About a year ago, I happened upon this statement about the Monitor in the Harvard Business Review – under the charming heading of “do things that don’t interest you”:

“Many things that end up” being meaningful, writes social scientist Joseph Grenny, “have come from conference workshops, articles, or online videos that began as a chore and ended with an insight. My work in Kenya, for example, was heavily influenced by a Christian Science Monitor article I had forced myself to read 10 years earlier. Sometimes, we call things ‘boring’ simply because they lie outside the box we are currently in.”

If you were to come up with a punchline to a joke about the Monitor, that would probably be it. We’re seen as being global, fair, insightful, and perhaps a bit too earnest. We’re the bran muffin of journalism.

But you know what? We change lives. And I’m going to argue that we change lives precisely because we force open that too-small box that most human beings think they live in.

The Monitor is a peculiar little publication that’s hard for the world to figure out.
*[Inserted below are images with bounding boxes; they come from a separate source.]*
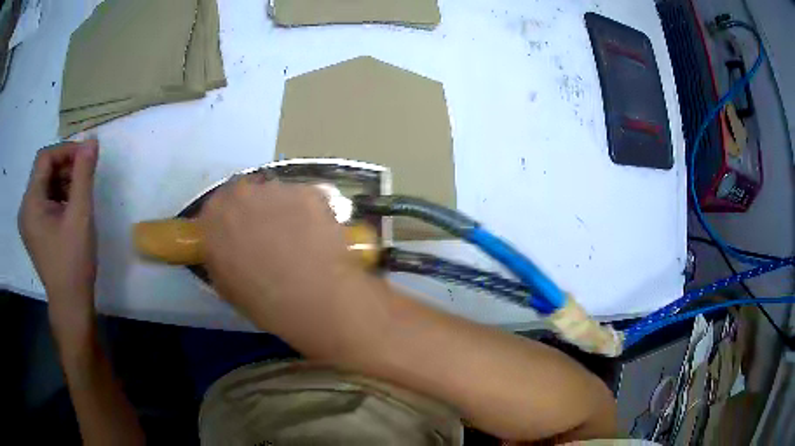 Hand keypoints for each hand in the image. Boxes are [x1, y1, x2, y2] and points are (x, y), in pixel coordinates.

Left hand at [18, 140, 98, 338]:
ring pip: (45, 185)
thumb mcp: (80, 215)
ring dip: (63, 181)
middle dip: (65, 167)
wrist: (71, 305)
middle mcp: (25, 208)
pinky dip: (58, 196)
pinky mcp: (34, 231)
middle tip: (86, 175)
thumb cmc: (73, 262)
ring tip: (80, 193)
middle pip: (43, 171)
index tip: (86, 156)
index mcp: (30, 203)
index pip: (44, 158)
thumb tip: (92, 140)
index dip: (65, 150)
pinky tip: (71, 208)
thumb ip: (84, 174)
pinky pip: (45, 201)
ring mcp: (29, 221)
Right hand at [199, 178, 373, 337]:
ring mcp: (277, 188)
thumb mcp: (224, 282)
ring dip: (283, 210)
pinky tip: (316, 236)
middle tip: (268, 235)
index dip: (230, 221)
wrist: (307, 295)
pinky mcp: (309, 191)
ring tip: (297, 238)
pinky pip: (305, 199)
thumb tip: (230, 250)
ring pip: (277, 194)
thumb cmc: (259, 298)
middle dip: (255, 210)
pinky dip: (309, 213)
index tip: (238, 235)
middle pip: (247, 194)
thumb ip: (221, 255)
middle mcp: (242, 193)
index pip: (217, 207)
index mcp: (214, 215) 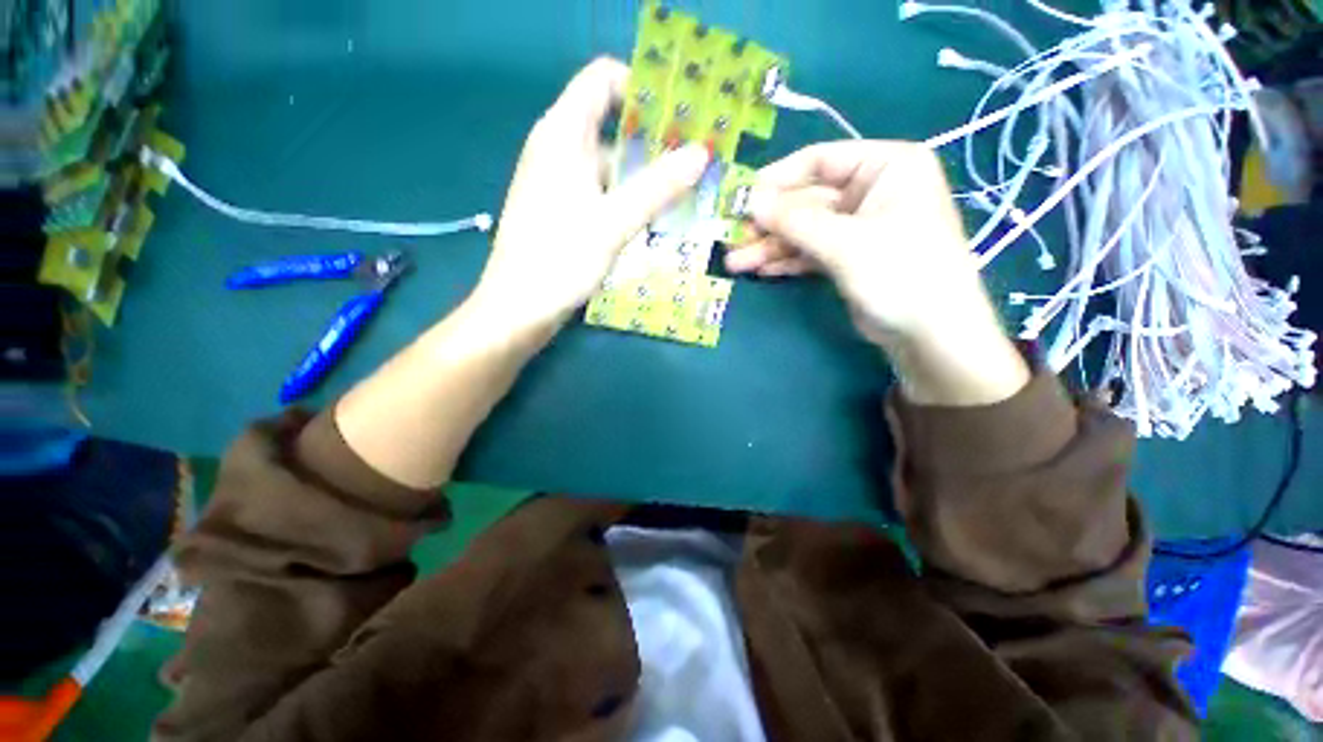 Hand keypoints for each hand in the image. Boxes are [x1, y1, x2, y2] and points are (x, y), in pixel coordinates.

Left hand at [472, 57, 710, 334]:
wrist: (520, 309)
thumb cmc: (559, 259)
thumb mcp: (614, 222)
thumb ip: (657, 186)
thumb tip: (701, 153)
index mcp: (563, 134)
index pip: (603, 79)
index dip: (642, 88)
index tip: (680, 118)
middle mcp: (561, 150)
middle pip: (614, 124)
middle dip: (655, 140)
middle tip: (697, 161)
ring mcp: (563, 183)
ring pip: (613, 165)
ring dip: (647, 176)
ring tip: (688, 193)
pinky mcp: (568, 212)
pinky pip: (606, 193)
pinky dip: (631, 200)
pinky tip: (658, 219)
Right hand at [727, 141, 1028, 405]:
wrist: (931, 334)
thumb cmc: (899, 273)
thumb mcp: (844, 242)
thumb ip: (794, 220)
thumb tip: (749, 201)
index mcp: (886, 166)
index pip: (820, 160)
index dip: (777, 180)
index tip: (741, 199)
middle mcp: (871, 190)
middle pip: (807, 200)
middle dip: (769, 223)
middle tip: (731, 238)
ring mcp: (858, 226)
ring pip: (804, 229)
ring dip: (770, 246)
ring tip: (735, 263)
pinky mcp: (848, 256)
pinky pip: (811, 251)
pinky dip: (787, 260)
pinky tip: (760, 269) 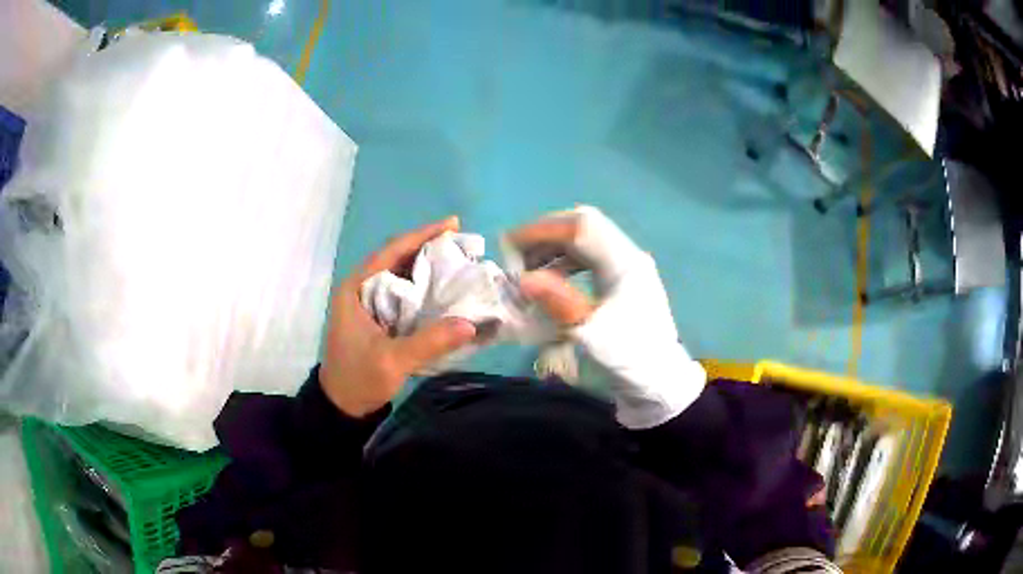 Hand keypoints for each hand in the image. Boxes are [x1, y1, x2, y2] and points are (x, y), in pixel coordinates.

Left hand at [320, 217, 476, 416]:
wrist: (342, 405)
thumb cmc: (358, 378)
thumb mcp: (392, 361)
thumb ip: (429, 343)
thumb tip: (470, 324)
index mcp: (356, 288)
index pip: (391, 251)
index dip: (421, 235)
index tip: (452, 224)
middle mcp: (361, 288)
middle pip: (397, 258)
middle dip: (429, 248)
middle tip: (463, 243)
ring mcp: (369, 303)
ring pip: (401, 275)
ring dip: (428, 267)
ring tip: (460, 262)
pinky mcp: (378, 317)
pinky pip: (403, 293)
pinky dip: (424, 288)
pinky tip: (445, 290)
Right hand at [507, 206, 705, 428]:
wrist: (660, 383)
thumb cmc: (630, 358)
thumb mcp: (592, 334)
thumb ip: (559, 302)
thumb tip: (523, 279)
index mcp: (625, 263)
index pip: (581, 227)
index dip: (543, 230)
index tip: (510, 243)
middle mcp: (628, 257)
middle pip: (583, 228)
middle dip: (546, 235)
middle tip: (515, 254)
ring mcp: (627, 268)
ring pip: (585, 242)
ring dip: (554, 248)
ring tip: (526, 268)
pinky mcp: (622, 282)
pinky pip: (589, 259)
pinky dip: (564, 262)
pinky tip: (549, 281) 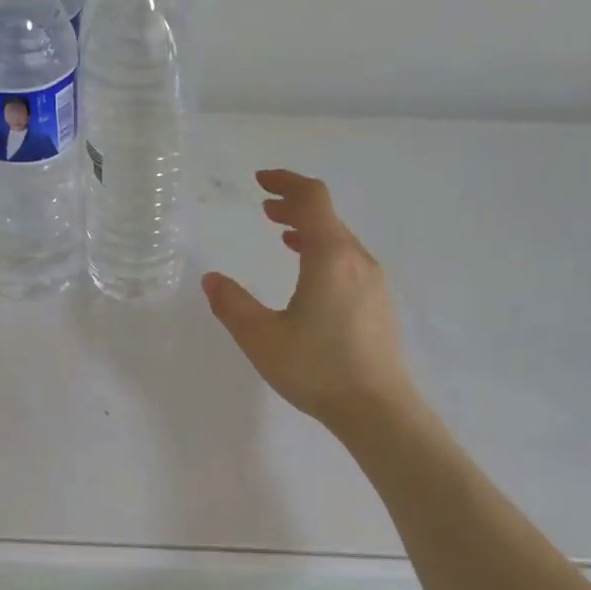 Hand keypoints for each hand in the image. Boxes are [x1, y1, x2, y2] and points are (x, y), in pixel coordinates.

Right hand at [202, 169, 416, 433]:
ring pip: (339, 239)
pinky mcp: (378, 304)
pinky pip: (348, 261)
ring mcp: (373, 282)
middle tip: (265, 207)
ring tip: (281, 235)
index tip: (260, 180)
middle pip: (327, 216)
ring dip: (309, 229)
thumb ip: (232, 304)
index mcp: (330, 257)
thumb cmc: (317, 369)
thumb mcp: (261, 337)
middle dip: (294, 205)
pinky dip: (323, 251)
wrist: (377, 409)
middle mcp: (357, 260)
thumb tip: (212, 279)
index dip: (286, 182)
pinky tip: (308, 274)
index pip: (311, 199) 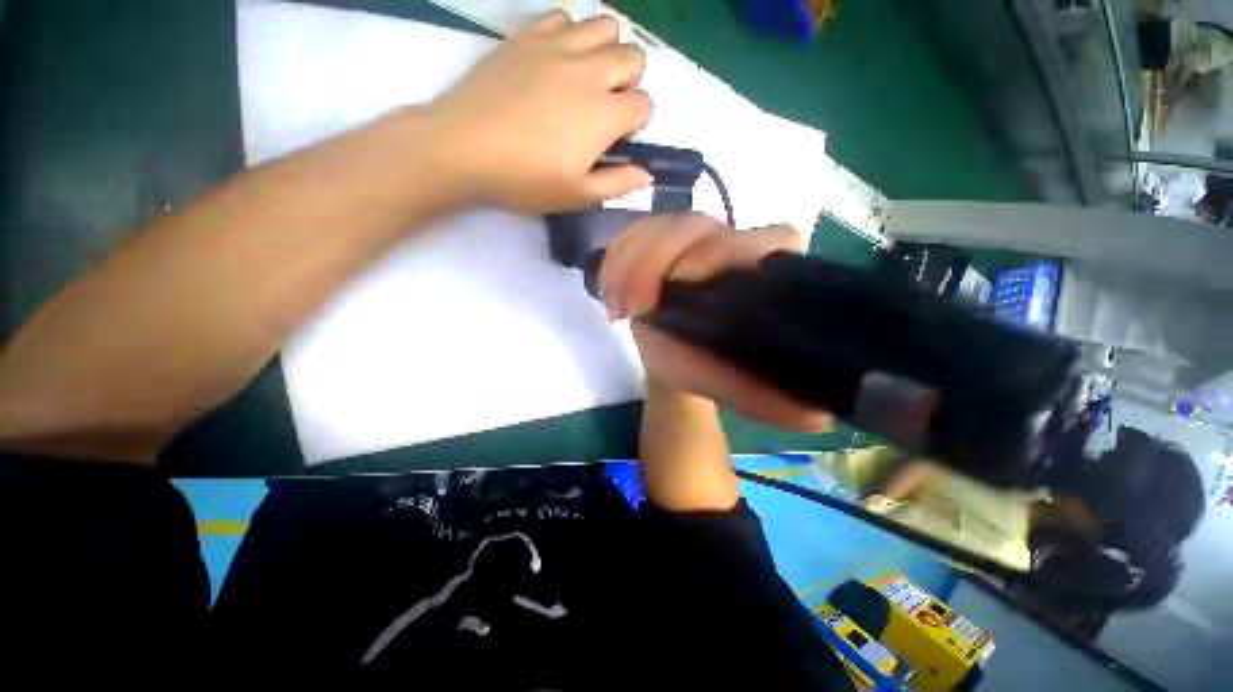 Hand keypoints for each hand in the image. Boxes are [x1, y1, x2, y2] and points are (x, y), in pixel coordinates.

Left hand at [426, 11, 653, 212]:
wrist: (463, 149)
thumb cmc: (525, 180)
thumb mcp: (577, 196)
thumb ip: (617, 184)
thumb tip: (647, 175)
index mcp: (604, 114)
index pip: (644, 104)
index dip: (636, 123)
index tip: (615, 139)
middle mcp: (589, 71)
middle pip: (634, 56)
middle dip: (630, 82)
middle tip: (606, 107)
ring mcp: (557, 47)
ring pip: (605, 26)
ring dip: (606, 51)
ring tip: (587, 78)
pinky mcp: (527, 36)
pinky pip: (563, 16)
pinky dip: (570, 34)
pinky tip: (557, 60)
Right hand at [599, 213, 831, 431]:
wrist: (675, 354)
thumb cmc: (707, 366)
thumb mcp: (734, 387)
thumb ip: (767, 399)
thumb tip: (818, 418)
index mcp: (763, 272)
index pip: (768, 237)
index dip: (722, 253)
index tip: (681, 285)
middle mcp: (731, 243)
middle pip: (694, 224)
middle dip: (653, 261)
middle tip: (632, 308)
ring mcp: (691, 236)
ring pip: (658, 224)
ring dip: (627, 263)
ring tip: (618, 308)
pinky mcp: (658, 238)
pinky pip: (631, 233)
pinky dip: (614, 260)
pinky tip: (610, 293) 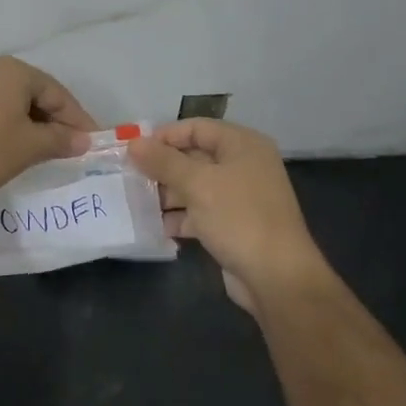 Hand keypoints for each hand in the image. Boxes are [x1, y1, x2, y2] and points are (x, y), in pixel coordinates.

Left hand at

We’re run by a church, but we’re not only for church members and we’re not about converting people. We’re known as being fair even as the world becomes as polarized as at any time since the newspaper’s founding in 1908.

We have a mission beyond circulation, we want to bridge divides. We’re about kicking down the door of thought everywhere and saying, “You are bigger and more capable than you realize. And we can prove it.”